Commissioner of Finance Tammie Weiterschan during her report to the Common Council on Tuesday reported that the city’s constitutional debt limit rose significantly after the city refinanced existing capital project bands to 10 year bonds with lower interest rates and overall reduced payments.
“We refinanced bands to bonds, and so our interest expense is not as high and our payments are not as high, which is a good thing,” Weiterschan said. “The problem with that, along with a couple of other bonds that paid off in 2019, is our Constitutional Debt Limit rose significantly up into the mid-95th percentile.”

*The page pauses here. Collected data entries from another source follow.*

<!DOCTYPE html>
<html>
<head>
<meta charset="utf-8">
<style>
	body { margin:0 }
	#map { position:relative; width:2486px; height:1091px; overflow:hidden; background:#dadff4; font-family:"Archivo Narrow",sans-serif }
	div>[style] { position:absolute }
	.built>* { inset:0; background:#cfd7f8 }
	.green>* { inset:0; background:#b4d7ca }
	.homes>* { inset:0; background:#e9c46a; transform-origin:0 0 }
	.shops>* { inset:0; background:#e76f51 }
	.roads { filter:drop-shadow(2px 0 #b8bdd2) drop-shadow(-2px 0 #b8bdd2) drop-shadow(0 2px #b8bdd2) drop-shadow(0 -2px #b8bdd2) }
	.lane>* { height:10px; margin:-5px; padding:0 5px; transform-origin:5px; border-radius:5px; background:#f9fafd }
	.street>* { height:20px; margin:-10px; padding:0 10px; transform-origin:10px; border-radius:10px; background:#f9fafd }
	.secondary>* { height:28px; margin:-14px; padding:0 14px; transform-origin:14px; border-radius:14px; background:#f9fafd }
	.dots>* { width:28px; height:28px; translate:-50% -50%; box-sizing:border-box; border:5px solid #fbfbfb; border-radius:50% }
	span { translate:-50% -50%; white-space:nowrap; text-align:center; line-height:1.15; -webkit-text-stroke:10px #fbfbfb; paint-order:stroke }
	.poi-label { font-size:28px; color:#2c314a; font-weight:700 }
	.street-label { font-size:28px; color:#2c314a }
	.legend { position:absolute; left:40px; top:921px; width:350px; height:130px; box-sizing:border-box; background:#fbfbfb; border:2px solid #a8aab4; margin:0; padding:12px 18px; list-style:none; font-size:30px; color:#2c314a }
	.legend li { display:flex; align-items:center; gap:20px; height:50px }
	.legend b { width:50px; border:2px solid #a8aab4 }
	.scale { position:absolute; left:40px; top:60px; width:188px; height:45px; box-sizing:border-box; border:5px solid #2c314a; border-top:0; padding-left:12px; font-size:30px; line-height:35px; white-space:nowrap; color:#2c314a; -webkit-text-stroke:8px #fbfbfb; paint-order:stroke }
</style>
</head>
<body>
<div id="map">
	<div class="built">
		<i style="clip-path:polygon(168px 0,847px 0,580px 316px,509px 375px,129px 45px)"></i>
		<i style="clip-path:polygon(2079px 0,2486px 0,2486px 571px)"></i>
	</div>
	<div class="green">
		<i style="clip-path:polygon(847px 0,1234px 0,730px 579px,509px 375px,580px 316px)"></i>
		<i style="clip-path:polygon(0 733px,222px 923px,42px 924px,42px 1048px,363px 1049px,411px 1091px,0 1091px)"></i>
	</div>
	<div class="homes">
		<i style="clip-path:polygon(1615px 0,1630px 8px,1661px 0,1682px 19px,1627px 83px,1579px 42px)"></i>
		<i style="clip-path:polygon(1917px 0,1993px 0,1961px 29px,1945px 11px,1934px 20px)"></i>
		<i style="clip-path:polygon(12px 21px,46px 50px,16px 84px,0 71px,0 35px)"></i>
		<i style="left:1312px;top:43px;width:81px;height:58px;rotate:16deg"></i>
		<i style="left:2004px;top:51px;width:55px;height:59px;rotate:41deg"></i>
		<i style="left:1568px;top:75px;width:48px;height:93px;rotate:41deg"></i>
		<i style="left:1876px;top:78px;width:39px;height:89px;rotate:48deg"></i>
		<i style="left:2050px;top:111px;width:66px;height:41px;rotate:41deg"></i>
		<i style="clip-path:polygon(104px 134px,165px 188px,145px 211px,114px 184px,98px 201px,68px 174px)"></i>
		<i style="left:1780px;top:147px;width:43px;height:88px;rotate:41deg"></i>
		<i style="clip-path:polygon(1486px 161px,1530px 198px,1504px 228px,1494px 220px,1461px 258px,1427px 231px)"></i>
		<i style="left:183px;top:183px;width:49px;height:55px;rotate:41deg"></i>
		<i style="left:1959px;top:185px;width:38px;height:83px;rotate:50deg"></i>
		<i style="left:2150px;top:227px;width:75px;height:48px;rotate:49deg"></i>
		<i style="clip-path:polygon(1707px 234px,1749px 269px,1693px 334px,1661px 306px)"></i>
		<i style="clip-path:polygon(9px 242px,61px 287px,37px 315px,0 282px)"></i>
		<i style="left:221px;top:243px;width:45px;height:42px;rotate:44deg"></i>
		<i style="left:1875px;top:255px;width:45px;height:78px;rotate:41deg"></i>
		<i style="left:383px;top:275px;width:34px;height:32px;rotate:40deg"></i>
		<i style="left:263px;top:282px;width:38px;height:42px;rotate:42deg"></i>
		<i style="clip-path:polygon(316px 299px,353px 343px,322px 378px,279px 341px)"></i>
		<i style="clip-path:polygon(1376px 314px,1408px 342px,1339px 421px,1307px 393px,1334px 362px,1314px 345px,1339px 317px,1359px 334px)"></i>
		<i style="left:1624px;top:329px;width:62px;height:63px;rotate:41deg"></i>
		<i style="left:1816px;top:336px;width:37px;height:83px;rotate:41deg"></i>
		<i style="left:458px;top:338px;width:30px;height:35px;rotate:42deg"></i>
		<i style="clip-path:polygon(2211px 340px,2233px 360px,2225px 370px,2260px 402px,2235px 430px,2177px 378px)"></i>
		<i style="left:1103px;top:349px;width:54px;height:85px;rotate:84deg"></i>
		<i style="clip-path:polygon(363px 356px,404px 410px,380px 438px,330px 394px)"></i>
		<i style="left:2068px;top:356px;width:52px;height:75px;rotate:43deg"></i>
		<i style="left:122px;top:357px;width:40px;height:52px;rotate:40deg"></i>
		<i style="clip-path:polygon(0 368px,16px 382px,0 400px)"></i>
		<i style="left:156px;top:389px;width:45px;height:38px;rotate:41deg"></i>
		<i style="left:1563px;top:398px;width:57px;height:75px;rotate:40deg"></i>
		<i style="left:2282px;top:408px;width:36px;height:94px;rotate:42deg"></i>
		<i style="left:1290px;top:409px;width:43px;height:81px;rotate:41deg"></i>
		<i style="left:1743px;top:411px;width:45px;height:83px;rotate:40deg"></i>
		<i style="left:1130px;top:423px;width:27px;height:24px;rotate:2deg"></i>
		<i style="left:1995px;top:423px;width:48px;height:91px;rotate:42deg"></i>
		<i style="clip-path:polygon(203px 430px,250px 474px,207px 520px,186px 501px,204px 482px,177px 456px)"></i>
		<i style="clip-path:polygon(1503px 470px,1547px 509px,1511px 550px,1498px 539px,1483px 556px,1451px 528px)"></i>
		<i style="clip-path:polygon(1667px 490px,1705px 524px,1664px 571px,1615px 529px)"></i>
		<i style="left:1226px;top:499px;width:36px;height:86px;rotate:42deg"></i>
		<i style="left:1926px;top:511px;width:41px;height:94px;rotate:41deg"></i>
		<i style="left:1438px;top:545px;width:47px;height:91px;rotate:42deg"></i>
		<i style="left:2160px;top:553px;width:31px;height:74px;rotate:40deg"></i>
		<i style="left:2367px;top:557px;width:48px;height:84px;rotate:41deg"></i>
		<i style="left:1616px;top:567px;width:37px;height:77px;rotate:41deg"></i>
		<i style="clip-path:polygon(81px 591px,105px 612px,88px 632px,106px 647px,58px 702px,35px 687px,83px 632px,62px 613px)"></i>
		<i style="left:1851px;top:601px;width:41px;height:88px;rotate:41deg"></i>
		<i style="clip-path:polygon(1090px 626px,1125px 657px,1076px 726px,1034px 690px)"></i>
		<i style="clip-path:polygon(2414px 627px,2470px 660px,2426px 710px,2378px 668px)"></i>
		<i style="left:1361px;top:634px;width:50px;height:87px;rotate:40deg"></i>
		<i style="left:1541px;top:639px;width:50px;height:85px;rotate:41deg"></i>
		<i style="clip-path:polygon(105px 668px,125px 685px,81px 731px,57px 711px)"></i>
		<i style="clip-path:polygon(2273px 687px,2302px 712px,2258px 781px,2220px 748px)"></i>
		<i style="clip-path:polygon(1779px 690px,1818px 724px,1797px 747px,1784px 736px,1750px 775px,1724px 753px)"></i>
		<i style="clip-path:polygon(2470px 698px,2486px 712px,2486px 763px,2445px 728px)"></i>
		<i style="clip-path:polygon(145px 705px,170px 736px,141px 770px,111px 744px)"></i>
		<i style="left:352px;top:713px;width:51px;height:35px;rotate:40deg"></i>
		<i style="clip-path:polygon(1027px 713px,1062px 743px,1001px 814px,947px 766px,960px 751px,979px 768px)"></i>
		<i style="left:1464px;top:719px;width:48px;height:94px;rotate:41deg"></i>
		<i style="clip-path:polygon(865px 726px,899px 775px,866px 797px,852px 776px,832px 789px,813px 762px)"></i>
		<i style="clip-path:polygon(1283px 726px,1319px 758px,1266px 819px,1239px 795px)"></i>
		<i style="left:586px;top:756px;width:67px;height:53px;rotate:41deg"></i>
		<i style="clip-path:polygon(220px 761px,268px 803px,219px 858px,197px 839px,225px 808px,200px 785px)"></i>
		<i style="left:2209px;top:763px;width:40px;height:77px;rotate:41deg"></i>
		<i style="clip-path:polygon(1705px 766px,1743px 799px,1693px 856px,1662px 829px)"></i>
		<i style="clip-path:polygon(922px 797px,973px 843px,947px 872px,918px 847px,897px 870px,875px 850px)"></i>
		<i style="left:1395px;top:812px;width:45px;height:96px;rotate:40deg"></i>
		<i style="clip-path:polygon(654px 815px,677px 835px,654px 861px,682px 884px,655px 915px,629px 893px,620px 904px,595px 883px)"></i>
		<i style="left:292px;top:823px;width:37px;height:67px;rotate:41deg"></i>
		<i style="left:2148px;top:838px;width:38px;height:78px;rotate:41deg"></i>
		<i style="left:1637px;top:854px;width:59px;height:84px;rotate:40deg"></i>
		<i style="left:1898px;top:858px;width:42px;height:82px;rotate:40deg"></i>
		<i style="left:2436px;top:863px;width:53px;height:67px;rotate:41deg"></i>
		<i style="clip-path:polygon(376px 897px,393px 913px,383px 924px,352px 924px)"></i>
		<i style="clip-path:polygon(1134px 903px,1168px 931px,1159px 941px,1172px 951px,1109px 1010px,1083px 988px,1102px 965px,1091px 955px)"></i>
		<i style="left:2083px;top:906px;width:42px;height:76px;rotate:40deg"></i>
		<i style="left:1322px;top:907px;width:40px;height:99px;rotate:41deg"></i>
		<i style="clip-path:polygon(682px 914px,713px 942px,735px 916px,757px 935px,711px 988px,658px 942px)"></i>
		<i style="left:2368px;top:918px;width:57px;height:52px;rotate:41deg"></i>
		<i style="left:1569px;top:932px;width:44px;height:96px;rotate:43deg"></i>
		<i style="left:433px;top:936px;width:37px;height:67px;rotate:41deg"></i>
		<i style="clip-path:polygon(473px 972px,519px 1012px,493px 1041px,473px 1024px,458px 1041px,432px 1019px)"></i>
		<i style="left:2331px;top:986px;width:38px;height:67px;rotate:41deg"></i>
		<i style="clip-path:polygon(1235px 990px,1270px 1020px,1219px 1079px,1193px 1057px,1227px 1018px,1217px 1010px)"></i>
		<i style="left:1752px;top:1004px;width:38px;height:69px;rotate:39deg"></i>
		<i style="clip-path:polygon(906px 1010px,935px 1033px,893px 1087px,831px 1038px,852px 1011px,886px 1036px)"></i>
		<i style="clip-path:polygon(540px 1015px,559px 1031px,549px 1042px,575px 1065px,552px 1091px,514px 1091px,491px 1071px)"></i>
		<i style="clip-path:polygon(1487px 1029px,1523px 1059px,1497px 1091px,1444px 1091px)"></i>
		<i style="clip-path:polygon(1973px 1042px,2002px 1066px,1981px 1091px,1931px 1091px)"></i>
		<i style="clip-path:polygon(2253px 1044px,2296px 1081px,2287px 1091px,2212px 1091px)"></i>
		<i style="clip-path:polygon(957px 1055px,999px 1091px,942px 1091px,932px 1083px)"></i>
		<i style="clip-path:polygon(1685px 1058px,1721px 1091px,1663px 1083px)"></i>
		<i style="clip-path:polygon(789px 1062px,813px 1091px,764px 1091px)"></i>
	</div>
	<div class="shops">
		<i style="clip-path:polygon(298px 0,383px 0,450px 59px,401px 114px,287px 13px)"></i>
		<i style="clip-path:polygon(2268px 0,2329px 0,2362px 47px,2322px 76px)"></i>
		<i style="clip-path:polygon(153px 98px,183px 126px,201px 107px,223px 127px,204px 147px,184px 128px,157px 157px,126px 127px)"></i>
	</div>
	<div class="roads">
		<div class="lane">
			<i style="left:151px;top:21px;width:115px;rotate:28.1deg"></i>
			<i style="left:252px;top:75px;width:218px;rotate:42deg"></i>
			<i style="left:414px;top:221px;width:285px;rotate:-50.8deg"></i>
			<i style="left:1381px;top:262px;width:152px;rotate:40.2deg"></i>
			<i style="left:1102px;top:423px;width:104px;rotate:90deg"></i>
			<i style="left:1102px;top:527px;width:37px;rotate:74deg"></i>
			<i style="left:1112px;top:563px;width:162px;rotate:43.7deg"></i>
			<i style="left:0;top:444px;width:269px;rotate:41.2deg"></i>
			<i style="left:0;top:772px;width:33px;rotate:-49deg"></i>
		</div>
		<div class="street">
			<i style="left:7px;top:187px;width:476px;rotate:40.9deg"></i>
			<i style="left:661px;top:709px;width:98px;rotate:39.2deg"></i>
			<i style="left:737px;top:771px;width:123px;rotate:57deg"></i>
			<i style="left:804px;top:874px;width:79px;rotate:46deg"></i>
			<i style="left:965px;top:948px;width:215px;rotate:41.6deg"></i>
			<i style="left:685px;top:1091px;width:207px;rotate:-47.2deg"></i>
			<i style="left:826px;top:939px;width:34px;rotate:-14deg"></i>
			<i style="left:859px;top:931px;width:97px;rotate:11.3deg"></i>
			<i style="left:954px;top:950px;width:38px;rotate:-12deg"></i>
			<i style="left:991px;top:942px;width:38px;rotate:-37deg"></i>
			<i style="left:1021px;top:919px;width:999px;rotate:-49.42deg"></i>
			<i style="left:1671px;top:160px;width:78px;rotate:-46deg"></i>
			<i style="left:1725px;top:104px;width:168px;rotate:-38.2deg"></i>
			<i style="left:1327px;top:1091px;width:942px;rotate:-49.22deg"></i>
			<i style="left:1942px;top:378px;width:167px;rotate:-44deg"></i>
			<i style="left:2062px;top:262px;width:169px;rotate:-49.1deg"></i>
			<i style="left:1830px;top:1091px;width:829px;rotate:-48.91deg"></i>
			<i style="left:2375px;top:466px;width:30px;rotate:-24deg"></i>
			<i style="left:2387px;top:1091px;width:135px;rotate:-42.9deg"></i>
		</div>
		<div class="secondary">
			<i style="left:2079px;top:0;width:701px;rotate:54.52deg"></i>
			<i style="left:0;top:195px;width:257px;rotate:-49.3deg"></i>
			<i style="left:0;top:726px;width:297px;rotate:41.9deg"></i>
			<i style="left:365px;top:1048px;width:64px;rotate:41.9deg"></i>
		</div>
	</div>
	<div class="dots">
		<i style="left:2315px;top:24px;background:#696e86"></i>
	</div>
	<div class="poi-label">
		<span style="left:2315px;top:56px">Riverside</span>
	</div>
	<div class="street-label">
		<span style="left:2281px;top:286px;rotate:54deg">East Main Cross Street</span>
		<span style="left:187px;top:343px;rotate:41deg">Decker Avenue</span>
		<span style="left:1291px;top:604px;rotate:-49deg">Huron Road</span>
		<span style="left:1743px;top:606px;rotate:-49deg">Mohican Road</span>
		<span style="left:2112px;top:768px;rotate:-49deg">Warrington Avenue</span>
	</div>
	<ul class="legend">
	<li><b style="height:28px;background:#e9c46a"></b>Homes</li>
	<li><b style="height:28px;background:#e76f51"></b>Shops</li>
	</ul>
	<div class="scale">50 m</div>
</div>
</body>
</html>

The state restricts the amount of debt a local government or school district can incur by setting a constitutional debt limit. According to the state Comptroller’s Office, for cities “the debt limit is a percentage of the five-year average full valuation of taxable property within a municipality.”
Certain types of short term borrowing and debts issued related to sewer projects are excluded from the debt limit. In turn, certain types of debts carried by a city may be excluded from a municipality’s constitutional taxing limit that restricts the amount of revenue local governments may raise by taxing properties.
The constitutional tax limit for cities is set by multiplying the taxable real property of a municipality by 2 percent of the five year average full valuation of properties. This number is the maximum amount of real property tax that can be levied in any fiscal year before factoring in exclusions.
For fiscal year 2018, the city’s constitutional taxing limit was set at approximately $7.25 million. The city levied $7.66 million in property taxes of which approximately $6.37 million was subject to the limit, meaning the city exhausted 87.86 percent of its constitutional taxing limit.
Weiterschan noted that the city Finance Committee has been talking about borrowing for equipment purchases included in the 2019 capital plan that will ultimately be made in 2020, and suggested instead allocating a portion of the city’s fund balance into the 2020 operating budget to cover the purchases.
“Therefore we’re not borrowing the money and having it sit there when purchasing is sometimes slower than what we’d like, and it’s available as we need it and if we need it,” Weiterschan said, pointing to changing needs in the Department of Public Works over the course of the year from what was originally planned in the 2019 budget as an example.
“If we don’t borrow that money, and we just put it in our operating budget, it doesn’t tie our hands as much as if we were to borrow it and then need it for something else,” she continued. “With that constitutional tax limit, I think it’s more prudent for us to use the operating budget for those things.”
Weiterschan said she already discussed increasing the fund balance allocation to cover some equipment purchases in the 2020 proposed budget with Mayor Vincent DeSantis and Sixth Ward Councilman Wrandy Siarkowski, who sits on the Finance Committee. The 2020 proposed budget previously carried a fund balance allocation of $920,698.
The city’s fund balance totaled approximately $7 million at the beginning of 2019. The current year’s $18.91 million budget included a fund balance allocation of $1.65 million of which just under $1 million has been expended so far. In 2018 the city avoided expending any of the $1.18 million allocated in the $17.75 million budget due to sales tax revenues that exceeded the city’s anticipated revenue projections.
With no objections from the Common Council members on Tuesday, Weiterschan said she would discuss planned equipment purchases with department heads in a meeting on Monday to determine exact figures for those expenses before adjusting the budget and submitting the revised document to the council for review before its scheduled adoption during the Dec. 10 meeting.
The Common Council previously held a public hearing on the 2020 proposed budget during the Nov. 12 meeting, during which no members of the public spoke. The council will not conduct an additional hearing as there will be no change to the proposed budget’s $7.66 million tax levy that keeps taxes flat at the current year’s rate of $19.95 per $1,000 of assessed value.